Galiba az önce bir şeyler olmuştu ama kimse anlayamamıştı. Ta ki ben ayağa kalkıp ''hocam ben galiba kusacağım.'' Diyene kadar herkes hala donuktu. Ben ayağa kalkıp koşar adımlarla ilerlerken yeni gelen çocuğun yanından geçtiğim zaman çocuk bana garip garip bakıp ''Hiç bu etkiyi yaratamamıştım. Vay be. Allah'ım sen bana gün geçtikçe çekicilik mi veriyorsun? Koş kız koş.'' Dediği an ne yapacağımı şaşırmıştım. Bunu sonra düşünecektim bir an önce dışarı çıkmam daha iyi olurdu. Koridorda koşarak ilerlerken boğazımı yakan his hem iğrençti hem de değişik bir şekilde hoşuma gidiyordu.
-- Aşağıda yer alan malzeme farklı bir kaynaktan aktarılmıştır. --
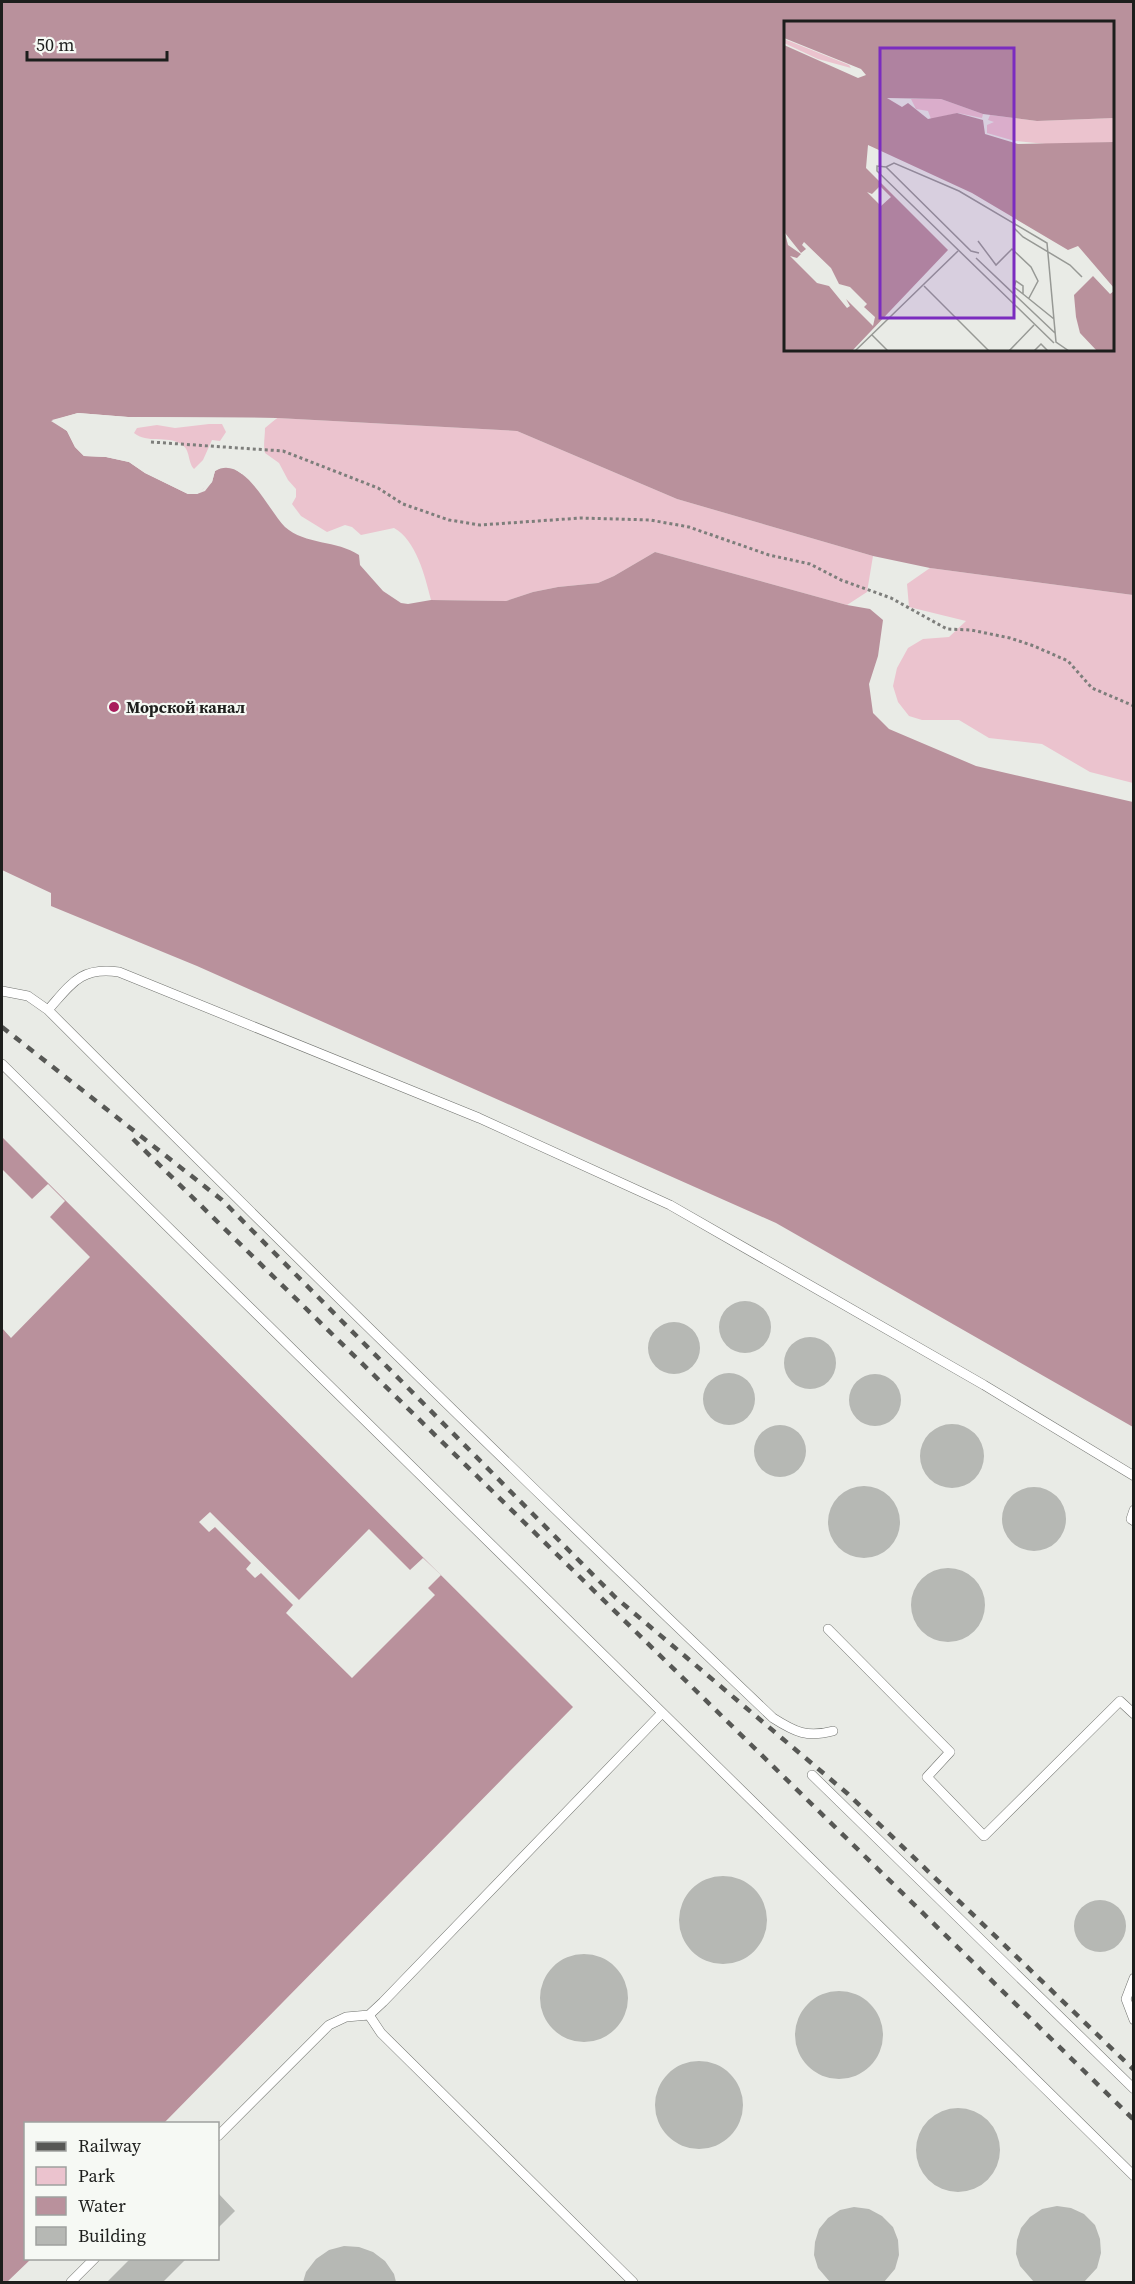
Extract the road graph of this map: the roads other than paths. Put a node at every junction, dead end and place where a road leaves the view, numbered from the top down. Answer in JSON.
{"nodes":[{"id":1,"x":2,"y":991,"type":"edge"},
{"id":2,"x":48,"y":1010,"type":"junction"},
{"id":3,"x":2,"y":1064,"type":"edge"},
{"id":4,"x":1134,"y":1476,"type":"edge"},
{"id":5,"x":1134,"y":1510,"type":"edge"},
{"id":6,"x":1134,"y":1521,"type":"edge"},
{"id":7,"x":828,"y":1629,"type":"dead end"},
{"id":8,"x":662,"y":1713,"type":"junction"},
{"id":9,"x":1134,"y":1714,"type":"edge"},
{"id":10,"x":833,"y":1731,"type":"dead end"},
{"id":11,"x":812,"y":1774,"type":"dead end"},
{"id":12,"x":1134,"y":1978,"type":"edge"},
{"id":13,"x":369,"y":2015,"type":"junction"},
{"id":14,"x":1134,"y":2020,"type":"edge"},
{"id":15,"x":1134,"y":2089,"type":"edge"},
{"id":16,"x":219,"y":2135,"type":"edge"},
{"id":17,"x":1134,"y":2175,"type":"edge"},
{"id":18,"x":94,"y":2260,"type":"edge"},
{"id":19,"x":71,"y":2283,"type":"edge"},
{"id":20,"x":633,"y":2283,"type":"edge"}],
"edges":[{"from":1,"to":2,"type":"lane"},
{"from":2,"to":4,"type":"lane"},
{"from":2,"to":10,"type":"lane"},
{"from":3,"to":8,"type":"lane"},
{"from":5,"to":6,"type":"lane"},
{"from":7,"to":9,"type":"lane"},
{"from":8,"to":13,"type":"lane"},
{"from":8,"to":17,"type":"lane"},
{"from":11,"to":15,"type":"lane"},
{"from":12,"to":14,"type":"lane"},
{"from":13,"to":16,"type":"lane"},
{"from":13,"to":20,"type":"lane"},
{"from":18,"to":19,"type":"lane"}]}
Tam dönüp kızlar tuvaletine girecektim ki birden açılan erkekler tuvaletinin kapısıyla olduğum yere yığıldım. Allah'ım bu nasıl bir şanstı ya. Ters dönen bileğimin üstüne oturmuş kusma isteğiyle dolu ve dönen başımın üstüne birde kapı çarpması. Galiba kendimi iyi hissetmiyordum. Gözlerim kararmaya başladığında anladım ki birazdan bayılacaktım. Kapıyı çarpan çocuğa son son mırıldanarak aklıma ilk gelen sözcükleri söyledim ''Öküz beyinsiz...''

--

İLK İZLENİMİNİZ OLARAK KISA VE ÖZ BİR BÖLÜMLE KARŞINIZDAYIZ...BİZİ SEVİİİNN. BİZDE SİZİ SEVİYORUZ.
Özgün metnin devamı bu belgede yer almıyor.